I very much enjoy my new home group, and I don’t particularly mind that they wind up with The Lord’s Prayer instead of the Serenity. The sound of human voices in worship is always stirring, and the prayer is poetic, its rising cadence leading up to the climactic phrase about power and glory forever and ever. I can’t, however, make myself say The Lord’s Prayer, because it’s a Christian prayer and I am not, either culturally or spiritually, a Christian.
I understand that we are human, and live human lives, so our spirituality is likely going to be determined by whatever human culture has formed us. I realize I am in North America and there are a ton of people here who are straight up New Testament, I’ve no objection to being where I am.
Here’s my problem; what if I was a Hindu? Lots of Gods, Fathers, Mothers, Uncles, Elephants, Tigers…Or what, if in my language God was pronounced Allah? Don’t tell me there’s not one alcoholic still suffering who happens to be Muslim, we’ve all violated one dictate of our religion or another.
I feel a bit silly sometimes not saying the Our Father aloud. When did I get so delicate? I’m not the kind to make a big stand on this sort of thing. I don’t feel I am betraying my Jewish roots by saying a Christian prayer anymore than I did by performing oral sex on total strangers in exchange for a liter of vodka, but I figure one of the perks of sobriety is that you don’t have to put anything in your mouth that makes you uncomfortable.
It’s not that I don’t like to hear the prayer, I don’t have any objection to anyone else saying it. It’s just that, for me, it’s a kind of small idea of a higher power.
Because, if you think about it — though if you accept one image of the Eternal as true while rejecting all others as false, which you do when you envision God solely as a Father, there’s a lot you have to avoid thinking about — religion springs from human culture. It is a culturally specific way of understanding the divine and giving meaning to human life. So how long have humans been around? I mean in comparison to —you know —infinity, which stretches out both behind and ahead of us. If the big bang happened at midnight, the human species is about a millionth of a second old. Human culture, with our religions, even less. I think we might need to be thinking Bigger Picture here.
When we think about a Higher Power don’t we want something Eternal, something vast and moving and elemental? Something stronger, older, and more permanent than a collection of culturally specific myths and stories accruing to certain geographic regions on an admittedly lovely and unusual planet, but one that is but one of an uncounted number of planets in an uncounted number of galaxies?
I understand we do what we can. Our creation stories, our Gods and demons and mischievous talking animals are our specific ways of envisioning something larger than ourselves. We are all products of our environment and we seek as we have learned to seek, with the tools we are given by our parents, peers and landscapes. I love the sound of the Big Book: the frozen music of the 1930’s.
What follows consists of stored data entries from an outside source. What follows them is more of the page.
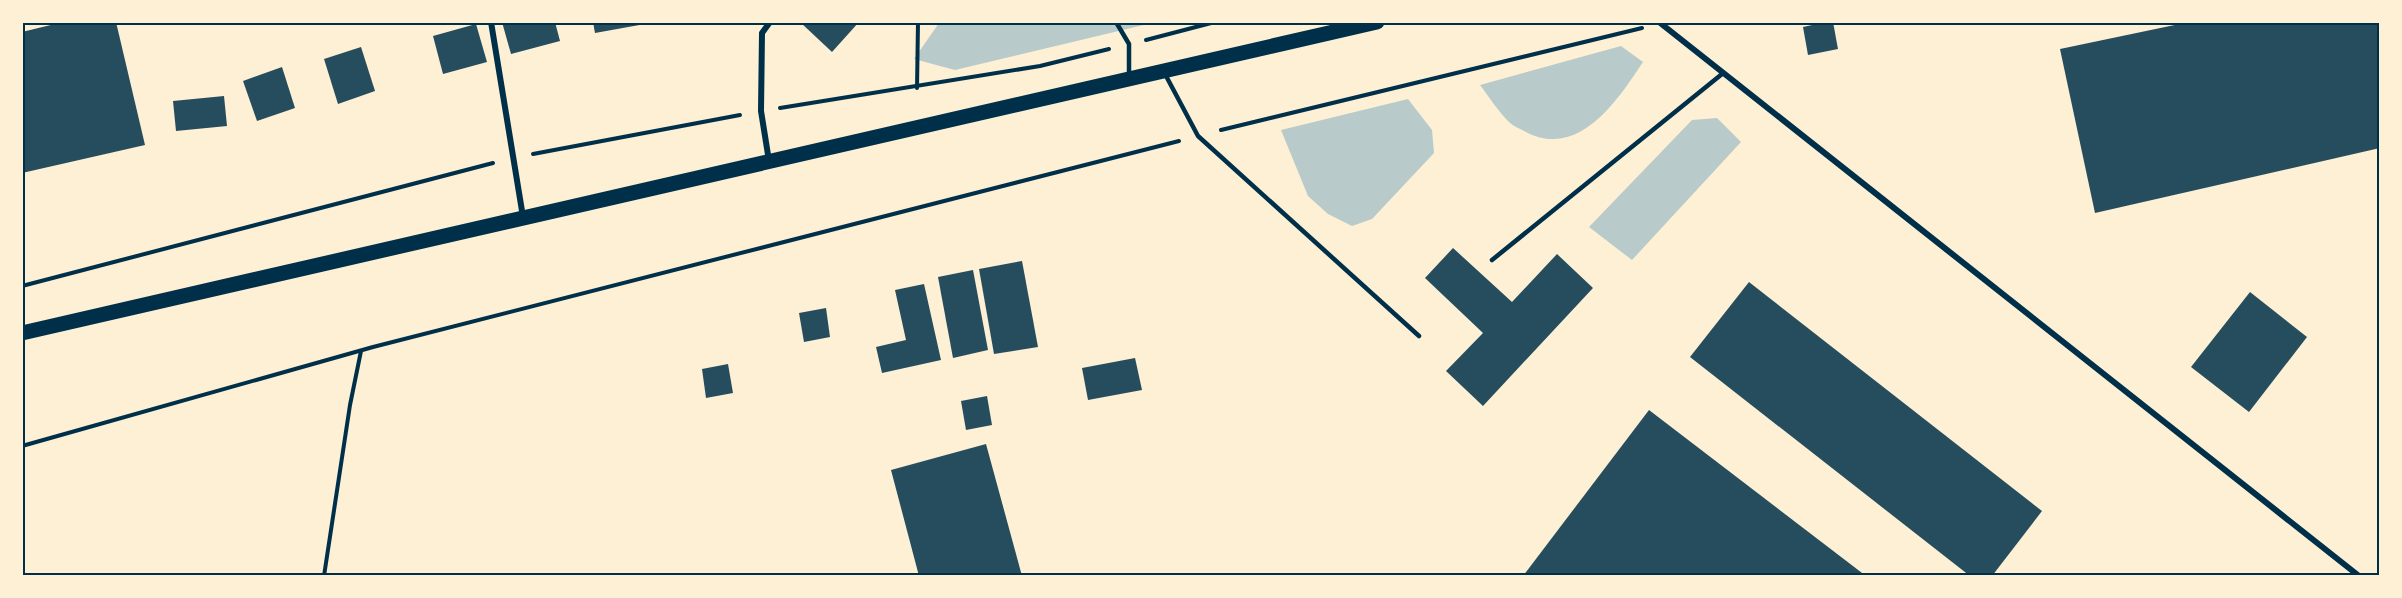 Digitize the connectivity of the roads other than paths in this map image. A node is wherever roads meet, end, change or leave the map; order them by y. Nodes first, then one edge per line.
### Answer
1 (491, 22) edge
2 (770, 22) edge
3 (1116, 22) edge
4 (1377, 22) edge
5 (1659, 23) edge
6 (1163, 71) junction
7 (1722, 74) junction
8 (1129, 80) junction
9 (769, 162) junction
10 (523, 219) junction
11 (1492, 260) dead end
12 (22, 333) edge
13 (1419, 336) dead end
14 (2359, 576) edge

1 - 10 street
2 - 9 street
3 - 8 lane
4 - 6 main road
5 - 7 street
6 - 8 main road
6 - 13 lane
7 - 11 lane
7 - 14 street
8 - 9 main road
9 - 10 main road
10 - 12 main road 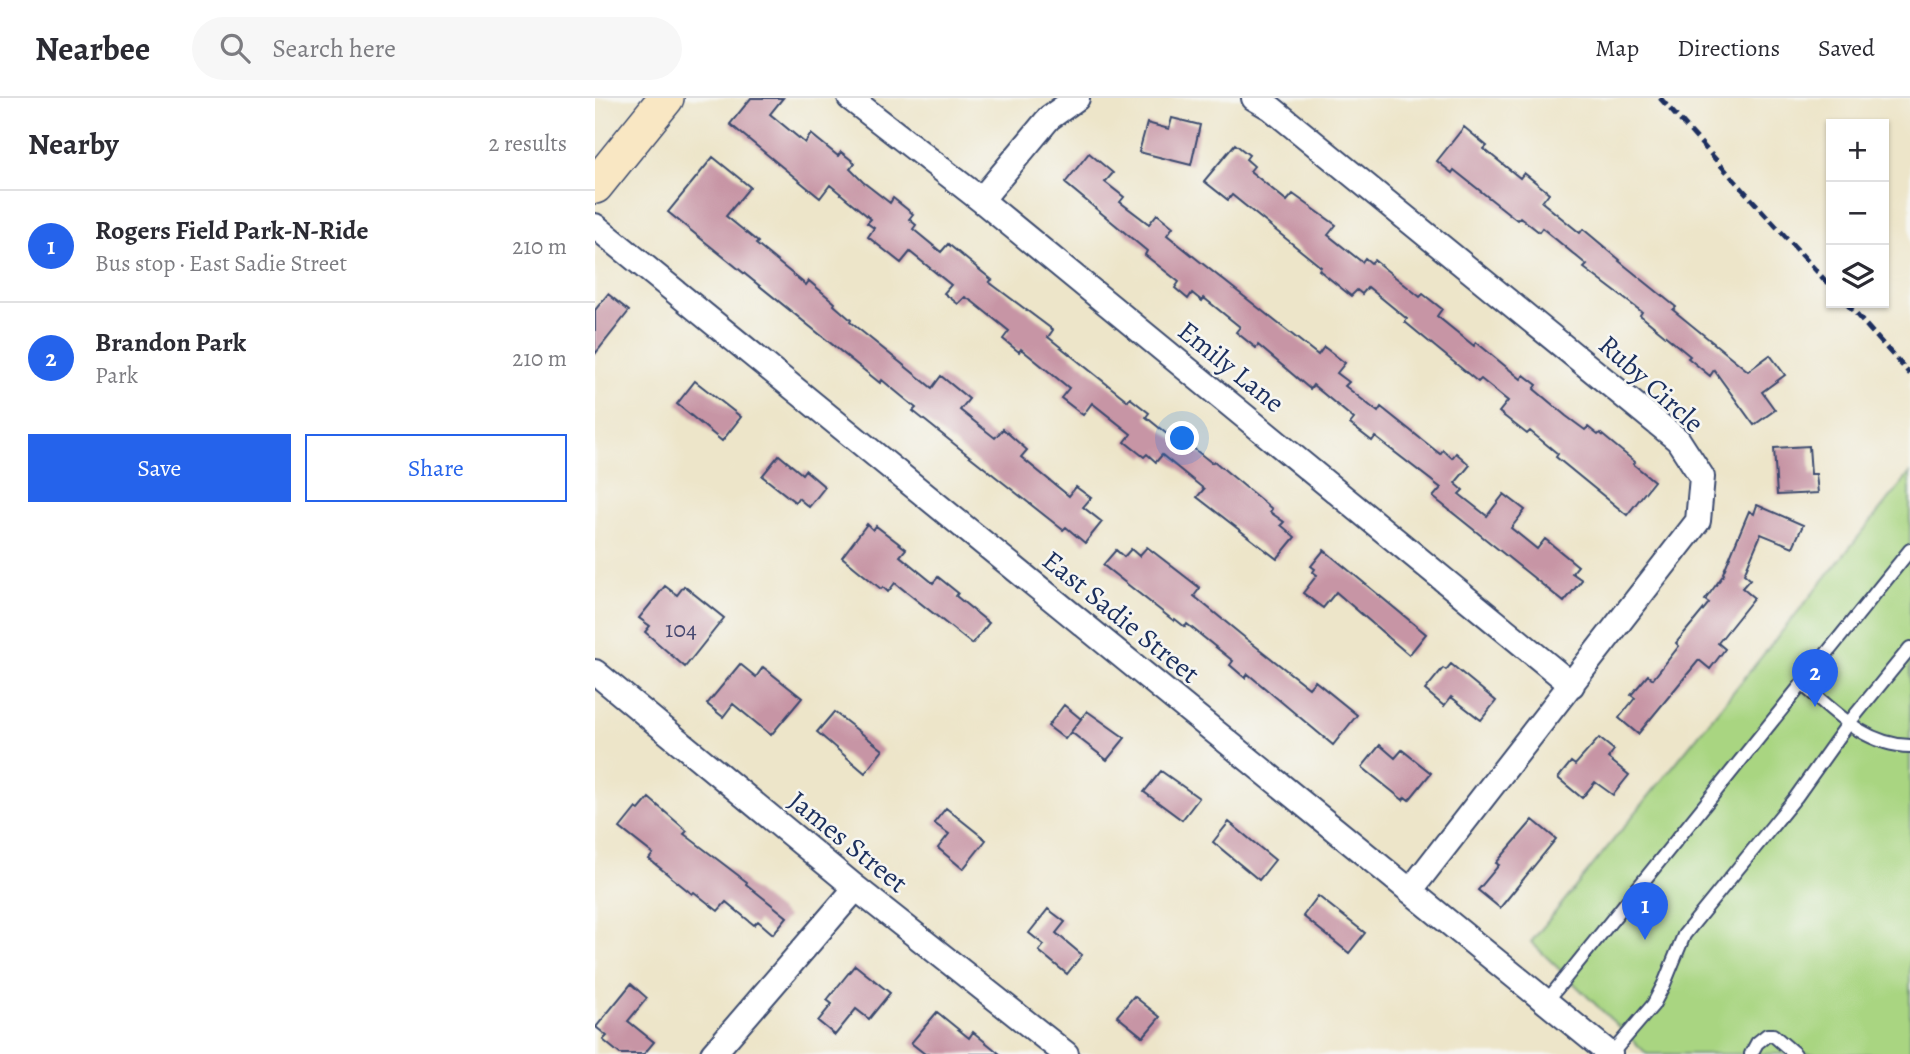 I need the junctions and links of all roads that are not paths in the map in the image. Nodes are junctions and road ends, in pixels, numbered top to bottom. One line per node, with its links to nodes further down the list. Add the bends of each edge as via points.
1 (666, 98): 5 (main road)
2 (851, 98): 6 (street, Emily Lane)
3 (1077, 98): 6 (street, via 1049,118)
4 (1254, 98): 12 (street, Ruby Circle, via 1678,440 1702,477 1698,521)
5 (595, 186)
6 (981, 200): 12 (street, Emily Lane)
7 (595, 226): 16 (street, East Sadie Street)
8 (1910, 550): 11 (lane)
9 (1910, 648): 13 (lane)
10 (595, 672): 15 (street, James Street)
11 (1803, 684): 13 (lane); 17 (lane)
12 (1572, 685): 16 (street, Ruby Circle)
13 (1848, 724): 14 (lane, via 1891,746); 20 (lane, via 1797,797 1684,935 1653,1005)
14 (1910, 747)
15 (856, 888): 18 (street); 19 (street, James Street)
16 (1410, 891): 17 (street, East Sadie Street)
17 (1546, 1002): 20 (street, East Sadie Street)
18 (713, 1054)
19 (1066, 1054)
20 (1611, 1054)
21 (1751, 1054): 22 (lane, via 1767,1035 1773,1035)
22 (1795, 1054) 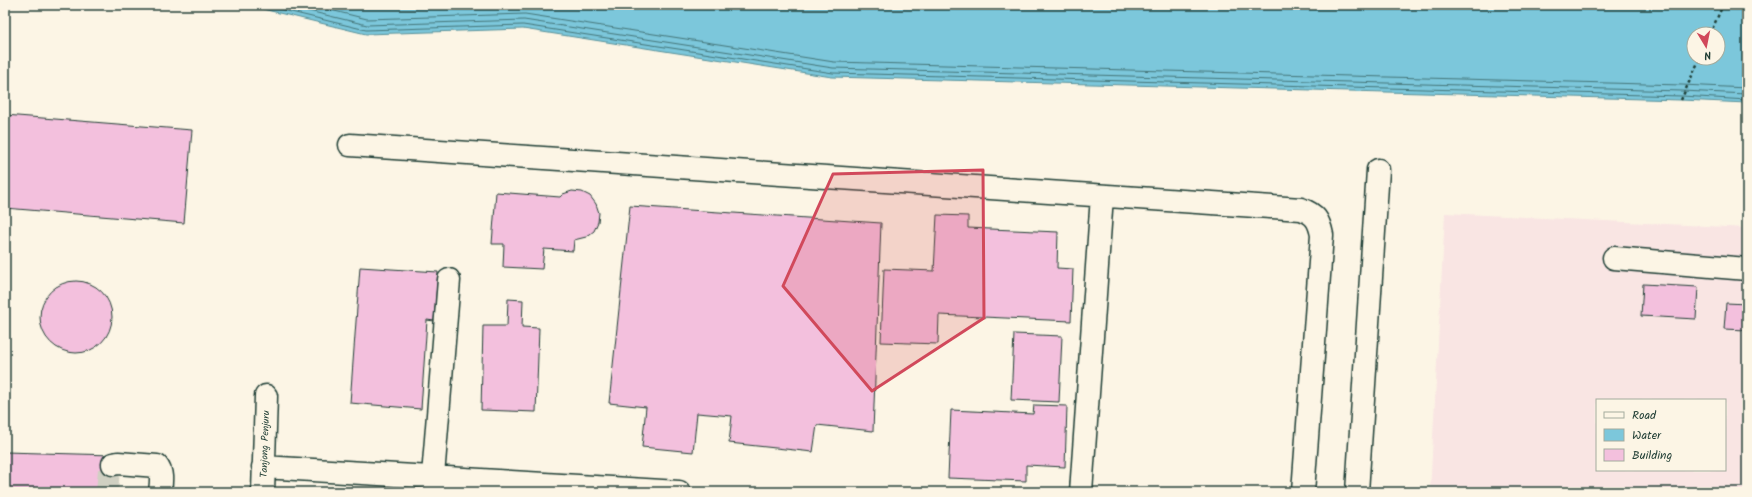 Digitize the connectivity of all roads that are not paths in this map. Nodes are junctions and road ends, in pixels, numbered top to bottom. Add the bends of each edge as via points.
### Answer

Phrases like “the road of happy destiny” and even “to the wives” simply tell me this was written by a group of certain men, at a certain time. Bill W himself was a product of his culture, which was white, Yankee and well meaning. He is part of a tradition of spiritual seekers from the North Eastern United States, New England transcendentalists like Thoreau, Emerson, even Walt Whitman, though Bill W himself went to great lengths not to appear more everyday.
But Bill seemed to instinctively understand that the suffering alcoholic came in other varieties than Straight, White, Male and Christian. He wrote that AA would always hold to its core principles but that it would, and needed to, be open to various changes that would not alter its mission but make it more inclusive. After all, a Higher Power can be anything as long as it’s more powerful than you and your compulsions.
So while I would never object to any form of prayer any group said in its true spirit, I will always prefer the God of the Serenity Prayer, who is not Male, Christian or anyone’s Father. I do not envision this as any more likely, than God is a many armed whirling dancer or a dancing woman who made a bridge over a river with the feathers from a twelve winged bird, and I find the last two images a bit more congenial at any rate. That said, I don’t reject any one’s God, it’s just that I want Everyone’s to be present and accounted for.